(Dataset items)
────────────────────────────────────────
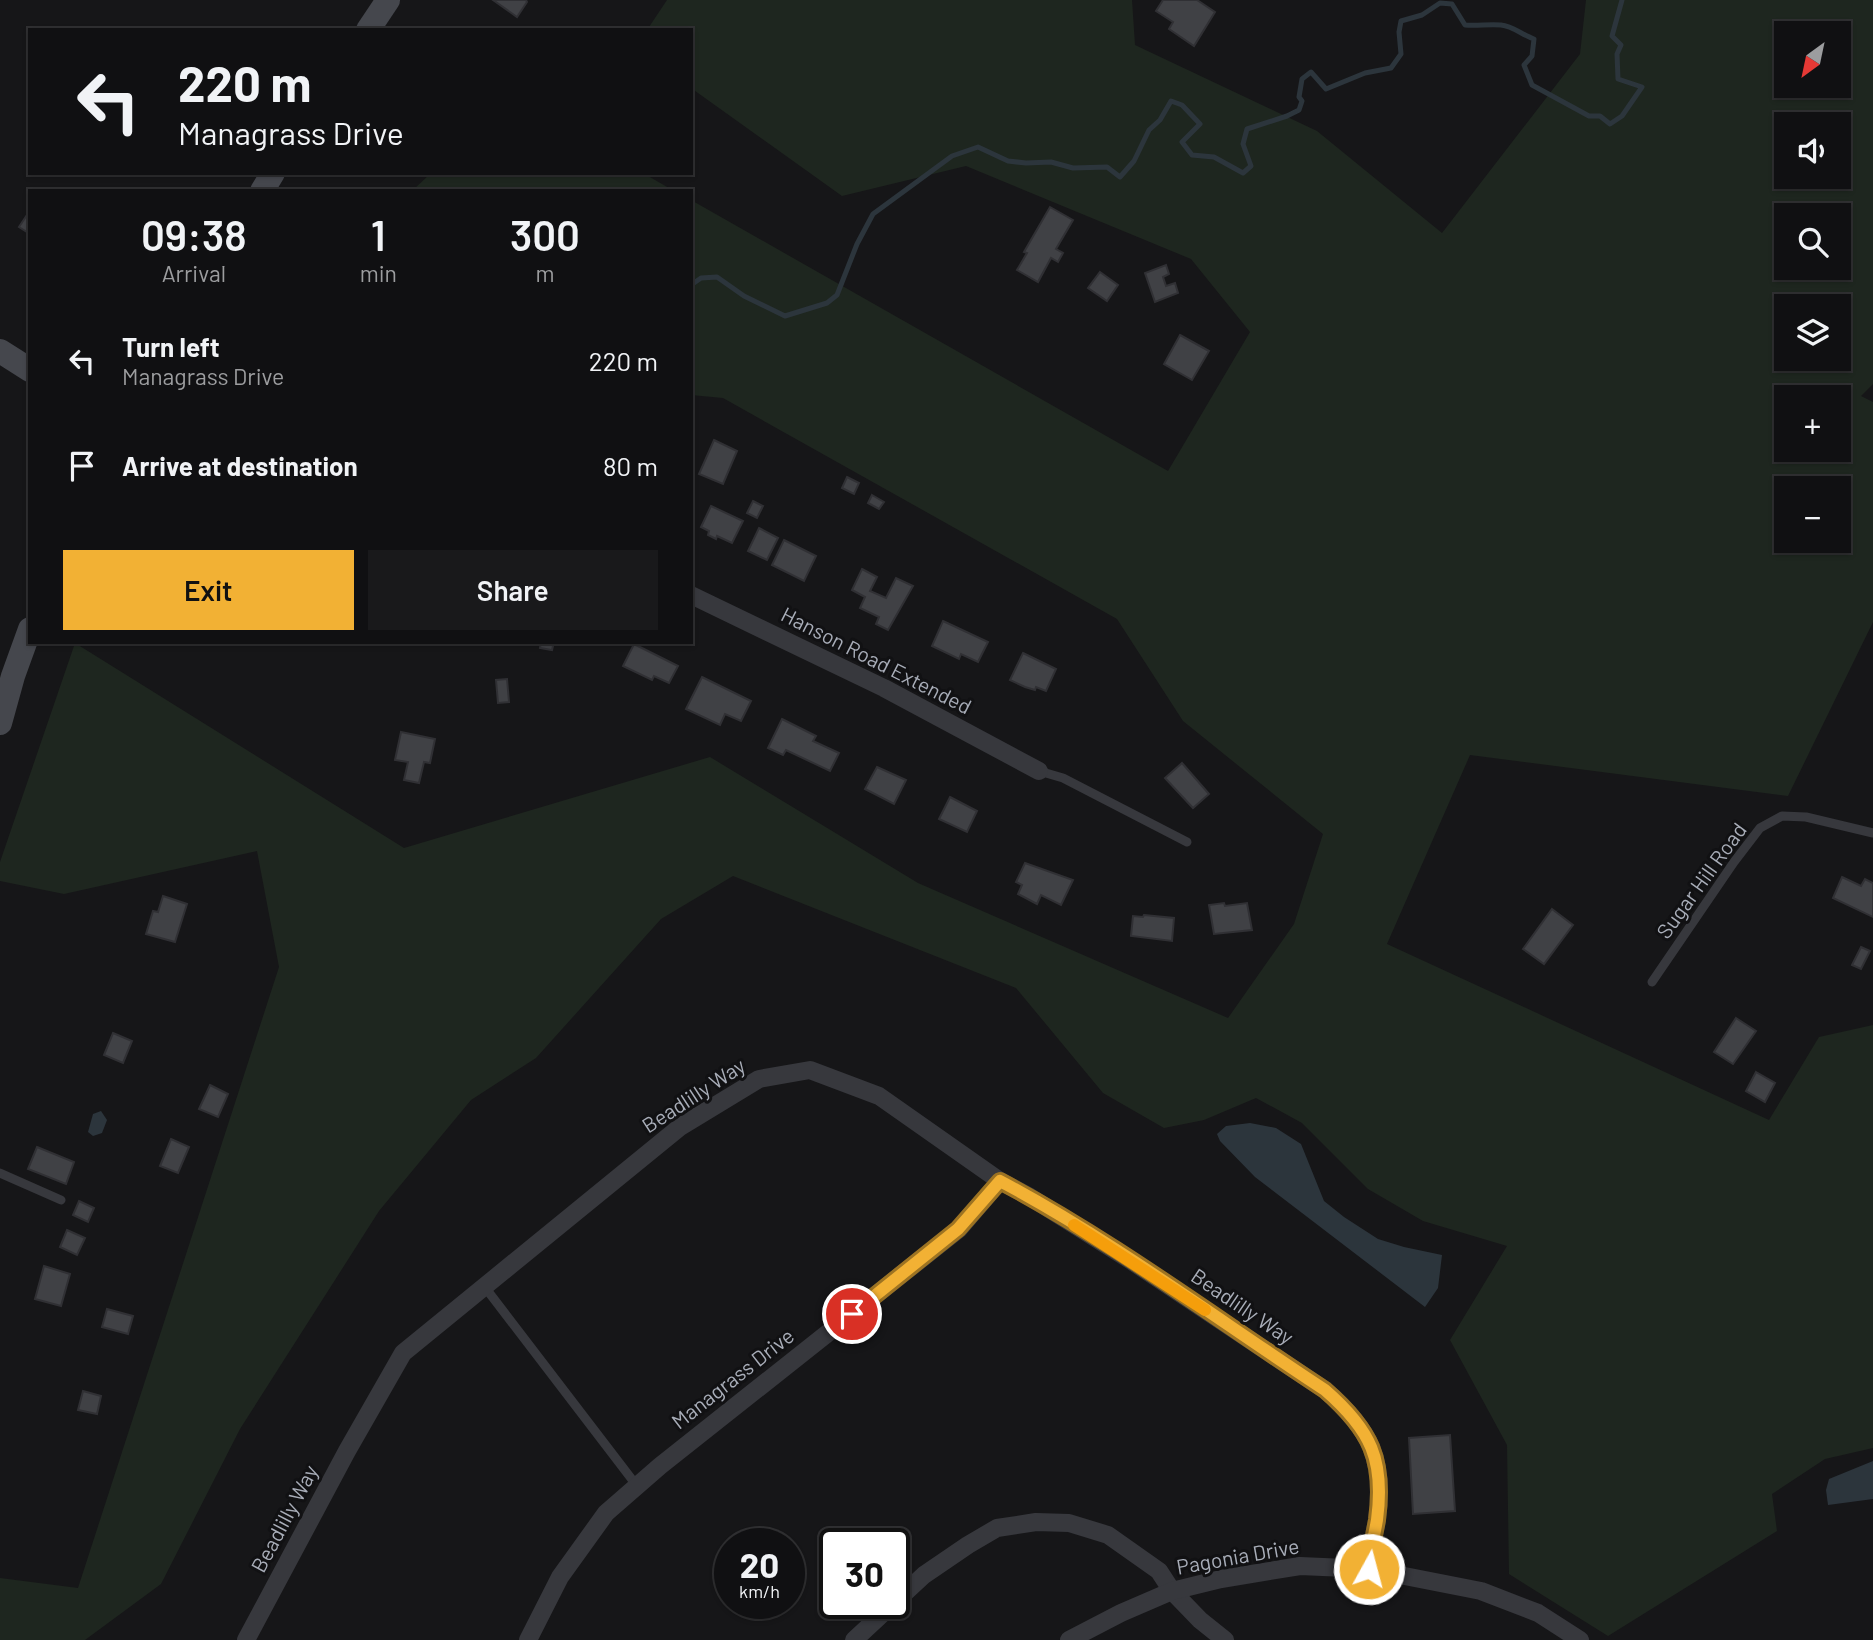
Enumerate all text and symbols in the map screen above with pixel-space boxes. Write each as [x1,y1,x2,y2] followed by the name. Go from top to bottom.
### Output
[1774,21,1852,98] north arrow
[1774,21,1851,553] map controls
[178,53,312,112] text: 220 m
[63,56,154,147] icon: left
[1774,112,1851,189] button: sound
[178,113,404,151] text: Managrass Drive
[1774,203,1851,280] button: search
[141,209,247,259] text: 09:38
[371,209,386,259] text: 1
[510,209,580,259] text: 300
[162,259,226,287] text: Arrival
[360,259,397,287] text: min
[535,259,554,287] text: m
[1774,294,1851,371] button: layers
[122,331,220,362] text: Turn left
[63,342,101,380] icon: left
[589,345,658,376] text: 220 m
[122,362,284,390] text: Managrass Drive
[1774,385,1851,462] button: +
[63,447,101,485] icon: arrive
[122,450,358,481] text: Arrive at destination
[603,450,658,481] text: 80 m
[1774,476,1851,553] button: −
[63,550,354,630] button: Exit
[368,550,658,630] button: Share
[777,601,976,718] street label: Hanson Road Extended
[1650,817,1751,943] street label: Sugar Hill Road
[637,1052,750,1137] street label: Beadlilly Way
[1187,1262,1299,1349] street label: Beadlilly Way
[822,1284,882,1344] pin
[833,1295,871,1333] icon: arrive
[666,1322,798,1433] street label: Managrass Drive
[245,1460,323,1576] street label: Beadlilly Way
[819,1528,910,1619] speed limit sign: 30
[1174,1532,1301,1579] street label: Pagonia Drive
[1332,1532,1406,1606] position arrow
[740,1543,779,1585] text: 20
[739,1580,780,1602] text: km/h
────────────────────────────────────────
Report the number of lines above that contain the word "arrow", and only that number.

2